Programmers may use the from file() method of the Python PDFKit module to convert a local HTML file into a PDF format. This is made possible by the module. Let us look at the following example to see how the same principle applies: Example:
-
# importing the required module
-
import
pdfkit
-
-
# configuring pdfkit to point to our installation of wkhtmltopdf
-
config = pdfkit.configuration(wkhtmltopdf = r
“C:\\Program Files\\wkhtmltopdf\\bin\\wkhtmltopdf.exe”
)
-
-
# converting html file to pdf file
-
pdfkit.from_file(
‘sample.html’
,
‘output.pdf’
, configuration = config)
Output:
The explanation for this is .
The necessary module has been imported into the code that was just shown for you. After that, we have used the configuration() method to create a variable that we have referred to as config. This variable contains the address of the execution file that the wkhtmltopdf program uses. The from file() function of the PDFKit module was then called, and the address of the HTML file, the location where the PDF file was to be placed, and the configuration were all specified as the values for the function’s arguments.
As a direct consequence of this, the local HTML file has been successfully transformed into a PDF file.
By using the from url() method of the Python PDFKit module, we are able to change the URL of the website into a PDF file. This is another option for us. Let us look at the following example to see how the same principle applies: Example:
-
import
pdfkit
-
-
# configuring pdfkit to point to our installation of wkhtmltopdf
-
config = pdfkit.configuration(wkhtmltopdf = r
“C:\\Program Files\\wkhtmltopdf\\bin\\wkhtmltopdf.exe”
)
-
-
# converting url to pdf file
-
pdfkit.from_url(
‘https://www.javatpoint.com/tic-tac-toe-in-python’
,
‘output2.pdf’
, configuration = config)
Output:
Explanation: Related:
The necessary module has been imported into the code that was just shown for you. After that, we have used the configuration() method to create a variable that we have referred to as config. This variable contains the address of the execution file that the wkhtmltopdf program uses. The PDFKit module’s from url() method was then used, with the URL, the location where the PDF file was to be placed, and the configuration being the three arguments that were specified for the function.
As a direct consequence of this, the URL was successfully transformed into a PDF file.

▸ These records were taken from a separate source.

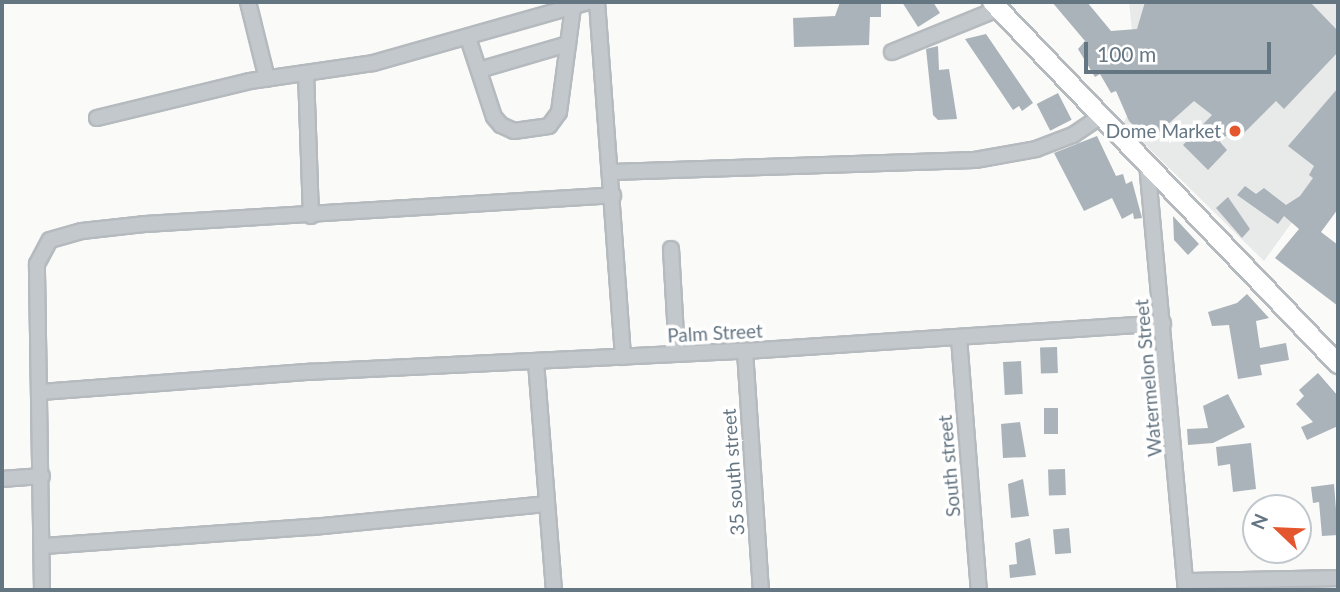 <!DOCTYPE html>
<style>
body{margin:0}
#map{position:relative;width:1340px;height:592px;overflow:hidden;background:#fafaf8;font-family:Lato,sans-serif}
div>[style]{position:absolute}
.built>*{inset:0;background:#e8e9e9}
.building>*{inset:0;background:#aab3b9;transform-origin:0 0}
.roads{filter:drop-shadow(2px 0 #b5babe) drop-shadow(-2px 0 #b5babe) drop-shadow(0 2px #b5babe) drop-shadow(0 -2px #b5babe)}
.minor>*{height:14px;margin:-7px;padding:0 7px;transform-origin:7px;border-radius:7px;background:#c3c8cc}
.major>*{height:18px;margin:-9px;padding:0 9px;transform-origin:9px;border-radius:9px;background:#fff}
.dots>*{width:19px;height:19px;translate:-50% -50%;box-sizing:border-box;border:4px solid #fff;border-radius:50%}
span{translate:-50% -50%;white-space:nowrap;text-align:center;line-height:1.15;-webkit-text-stroke:7px #fff;paint-order:stroke}
.poi-label{font-size:19px;color:#657683}
.right{translate:-100% -50%;text-align:right}
.street-label{font-size:19px;color:#657683}
.frame{position:absolute;inset:0;border:4px solid #657683;pointer-events:none}
.north{position:absolute;left:1242px;top:494px;width:70px;height:70px;box-sizing:border-box;background:#fff;border:2px solid #c1c8cd;border-radius:50%;rotate:293deg;font-size:19px;font-weight:700;line-height:28px;text-align:center;color:#657683}
.north::after{content:'';display:block;margin:auto;width:24px;height:32px;background:#e4572e;clip-path:polygon(50% 0,100% 100%,50% 72%,0 100%)}
.scale{position:absolute;left:1084px;top:42px;width:187px;height:32px;box-sizing:border-box;border:4px solid #657683;border-top:0;padding-left:9px;font-size:21px;line-height:24px;white-space:nowrap;color:#657683;-webkit-text-stroke:5px #fff;paint-order:stroke}
</style>
<div id="map">
<div class="built">
<i style="clip-path:polygon(1129px 2px,1338px 2px,1338px 138px,1322px 151px,1303px 207px,1264px 261px,1123px 123px,1139px 97px)"></i>
</div>
<div class="building">
<i style="clip-path:polygon(840px 2px,881px 2px,881px 17px,870px 17px,869px 45px,794px 47px,793px 18px,835px 16px)"></i>
<i style="clip-path:polygon(902px 2px,933px 2px,940px 13px,918px 27px)"></i>
<i style="clip-path:polygon(1052px 2px,1087px 2px,1111px 31px,1137px 29px,1145px 2px,1310px 2px,1338px 31px,1338px 52px,1284px 109px,1276px 101px,1244px 133px,1236px 126px,1220px 142px,1227px 150px,1208px 170px,1183px 145px,1212px 115px,1194px 101px,1149px 141px,1129px 121px,1116px 91px,1111px 93px,1100px 74px,1095px 77px,1078px 49px,1085px 41px)"></i>
<i style="clip-path:polygon(986px 34px,1033px 103px,1022px 111px,1019px 106px,1013px 110px,965px 39px)"></i>
<i style="clip-path:polygon(938px 46px,939px 70px,949px 69px,957px 119px,938px 120px,933px 115px,926px 49px)"></i>
<i style="clip-path:polygon(1338px 88px,1338px 209px,1321px 232px,1338px 245px,1338px 306px,1275px 258px,1299px 229px,1284px 216px,1278px 224px,1237px 195px,1245px 186px,1256px 194px,1264px 188px,1286px 205px,1300px 196px,1313px 178px,1309px 175px,1314px 166px,1288px 146px)"></i>
<i style="left:1058px;top:93px;width:30px;height:24px;rotate:63deg"></i>
<i style="clip-path:polygon(1097px 136px,1116px 176px,1123px 174px,1126px 184px,1132px 181px,1142px 218px,1134px 219px,1133px 213px,1122px 219px,1112px 198px,1084px 211px,1054px 153px)"></i>
<i style="clip-path:polygon(1228px 197px,1250px 229px,1242px 238px,1216px 208px)"></i>
<i style="clip-path:polygon(1173px 216px,1199px 244px,1188px 255px,1174px 240px)"></i>
<i style="clip-path:polygon(1247px 294px,1269px 318px,1256px 321px,1260px 348px,1286px 343px,1289px 360px,1260px 365px,1262px 375px,1238px 379px,1229px 325px,1212px 326px,1208px 312px,1237px 303px)"></i>
<i style="left:1057px;top:347px;width:26px;height:17px;rotate:88deg"></i>
<i style="left:1021px;top:361px;width:33px;height:18px;rotate:87deg"></i>
<i style="clip-path:polygon(1318px 373px,1338px 396px,1338px 426px,1307px 440px,1301px 427px,1313px 422px,1296px 404px,1304px 396px,1299px 390px)"></i>
<i style="clip-path:polygon(1228px 394px,1245px 427px,1213px 443px,1188px 445px,1187px 429px,1208px 428px,1203px 406px)"></i>
<i style="left:1044px;top:408px;width:14px;height:26px"></i>
<i style="clip-path:polygon(1020px 422px,1026px 457px,1003px 458px,1001px 424px)"></i>
<i style="clip-path:polygon(1251px 443px,1256px 489px,1233px 492px,1230px 464px,1218px 466px,1216px 447px)"></i>
<i style="left:1065px;top:469px;width:26px;height:17px;rotate:88deg"></i>
<i style="clip-path:polygon(1023px 479px,1029px 516px,1011px 518px,1008px 484px)"></i>
<i style="clip-path:polygon(1334px 484px,1338px 535px,1322px 536px,1319px 502px,1313px 503px,1311px 487px)"></i>
<i style="left:1069px;top:528px;width:25px;height:16px;rotate:85deg"></i>
<i style="clip-path:polygon(1030px 538px,1036px 575px,1010px 578px,1009px 565px,1017px 564px,1015px 543px)"></i>
</div>
<div class="roads">
<div class="minor">
<i style="left:248px;top:2px;width:79px;rotate:76.1deg"></i>
<i style="left:597px;top:2px;width:356px;rotate:85.8deg"></i>
<i style="left:468px;top:38px;width:83px;rotate:71.8deg"></i>
<i style="left:494px;top:117px;width:11px;rotate:49deg"></i>
<i style="left:501px;top:125px;width:14px;rotate:25deg"></i>
<i style="left:514px;top:131px;width:35px;rotate:-8deg"></i>
<i style="left:549px;top:126px;width:17px;rotate:-54deg"></i>
<i style="left:559px;top:112px;width:106px;rotate:-82.4deg"></i>
<i style="left:892px;top:52px;width:114px;rotate:-22.1deg"></i>
<i style="left:479px;top:70px;width:93px;rotate:-16.3deg"></i>
<i style="left:306px;top:73px;width:143px;rotate:88deg"></i>
<i style="left:97px;top:118px;width:157px;rotate:-13.6deg"></i>
<i style="left:250px;top:81px;width:124px;rotate:-8.3deg"></i>
<i style="left:373px;top:63px;width:224px;rotate:-15.8deg"></i>
<i style="left:1147px;top:163px;width:429px;rotate:84.8deg"></i>
<i style="left:612px;top:172px;width:363px;rotate:-1.9deg"></i>
<i style="left:975px;top:160px;width:62px;rotate:-10.2deg"></i>
<i style="left:1036px;top:149px;width:40px;rotate:-21deg"></i>
<i style="left:1073px;top:135px;width:34px;rotate:-34deg"></i>
<i style="left:671px;top:249px;width:105px;rotate:86.7deg"></i>
<i style="left:959px;top:338px;width:253px;rotate:85.5deg"></i>
<i style="left:745px;top:351px;width:240px;rotate:86.2deg"></i>
<i style="left:536px;top:362px;width:229px;rotate:85.5deg"></i>
<i style="left:41px;top:392px;width:269px;rotate:-4.3deg"></i>
<i style="left:309px;top:372px;width:437px;rotate:-2.8deg"></i>
<i style="left:745px;top:351px;width:419px;rotate:-3.8deg"></i>
<i style="left:2px;top:479px;width:40px;rotate:-4.3deg"></i>
<i style="left:44px;top:546px;width:269px;rotate:-4.1deg"></i>
<i style="left:312px;top:527px;width:235px;rotate:-5.6deg"></i>
<i style="left:1185px;top:581px;width:153px;rotate:-1.1deg"></i>
<i style="left:42px;top:590px;width:326px;rotate:-90.9deg"></i>
<i style="left:37px;top:264px;width:27px;rotate:-62deg"></i>
<i style="left:50px;top:240px;width:33px;rotate:-16deg"></i>
<i style="left:82px;top:231px;width:62px;rotate:-6.4deg"></i>
<i style="left:144px;top:224px;width:470px;rotate:-3.5deg"></i>
</div>
<div class="major">
<i style="left:992px;top:2px;width:501px;rotate:46.29deg"></i>
</div>
</div>
<div class="dots">
<i style="left:1235px;top:131px;background:#e4572e"></i>
</div>
<div class="poi-label">
<span class="right" style="left:1221px;top:131px">Dome Market</span>
</div>
<div class="street-label">
<span style="left:715px;top:333px;rotate:-3deg">Palm Street</span>
<span style="left:1148px;top:378px;rotate:-95deg">Watermelon Street</span>
<span style="left:949px;top:466px;rotate:-95deg">South street</span>
<span style="left:733px;top:472px;rotate:-94deg">35 south street</span>
</div>
<div class="frame"></div>
<div class="north">N</div>
<div class="scale">100 m</div>
</div>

In addition, programmers are given the ability to save strings inside PDF files by utilizing the from url() method, which is made available by the PDFKit module. Consider the following illustration of the same thing, which serves as an example: Example:
-
# importing the required module
-
import
pdfkit
-
-
# configuring pdfkit to point to our installation of wkhtmltopdf
-
config = pdfkit.configuration(wkhtmltopdf = r
“C:\\Program Files\\wkhtmltopdf\\bin\\wkhtmltopdf.exe”
)
-
-
my_string =
“”
”
-
<html>
-
<head>
-
<body>
-
<div
class
=
“container”
>
-
<h1>STRING TO PDF</h1>
-
<p>This is my sample string that I wanted to stored in a PDF file</p>
-
</div>
-
</body>
-
</head>
-
</html>
-
“”
”
-
-
# storing string to pdf file
-
pdfkit.from_string(my_string,
‘output3.pdf’
, configuration = config)
Output:
Explanation: Related:
The necessary module has been imported into the code that was just shown for you. After that, we have used the configuration() method to create a variable that we have referred to as config. This variable contains the address of the execution file that the wkhtmltopdf program uses. After that, we have made use of the PDFKit module’s from string() method, during which we specified the arguments as the string variable, the location of the PDF file to be saved, and the settings.
As a direct consequence of this, we have achieved the goal of successfully storing the string inside a PDF file.